**What is required**. Copy, from the data below, every line that has "pinky" in it.

**Provided material**.

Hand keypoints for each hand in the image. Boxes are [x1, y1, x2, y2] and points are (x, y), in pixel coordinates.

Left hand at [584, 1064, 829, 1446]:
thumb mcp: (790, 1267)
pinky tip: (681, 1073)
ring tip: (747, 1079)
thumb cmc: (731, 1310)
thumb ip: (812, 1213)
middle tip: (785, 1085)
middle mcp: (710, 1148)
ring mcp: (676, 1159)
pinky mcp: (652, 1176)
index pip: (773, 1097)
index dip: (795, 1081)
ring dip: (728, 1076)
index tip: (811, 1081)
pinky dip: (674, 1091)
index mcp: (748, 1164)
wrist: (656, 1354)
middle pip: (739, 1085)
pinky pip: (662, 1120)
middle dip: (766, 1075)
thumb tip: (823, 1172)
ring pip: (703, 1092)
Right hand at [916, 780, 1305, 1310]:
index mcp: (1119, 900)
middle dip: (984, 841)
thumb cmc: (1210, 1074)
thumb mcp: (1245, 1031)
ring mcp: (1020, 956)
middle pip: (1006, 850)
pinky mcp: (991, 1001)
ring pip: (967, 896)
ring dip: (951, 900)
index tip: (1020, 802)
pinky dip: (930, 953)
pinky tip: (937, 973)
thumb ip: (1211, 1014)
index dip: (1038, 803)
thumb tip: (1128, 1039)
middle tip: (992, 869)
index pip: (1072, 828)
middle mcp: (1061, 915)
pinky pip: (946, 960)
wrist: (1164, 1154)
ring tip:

**Response below**.
pinky tip: (681, 1073)
pinky mcp: (652, 1176)
pinky dip: (674, 1091)
pinky pip: (662, 1120)
pinky mcp: (991, 1001)
pinky dip: (930, 953)
pinky tip: (937, 973)
pinky pip: (946, 960)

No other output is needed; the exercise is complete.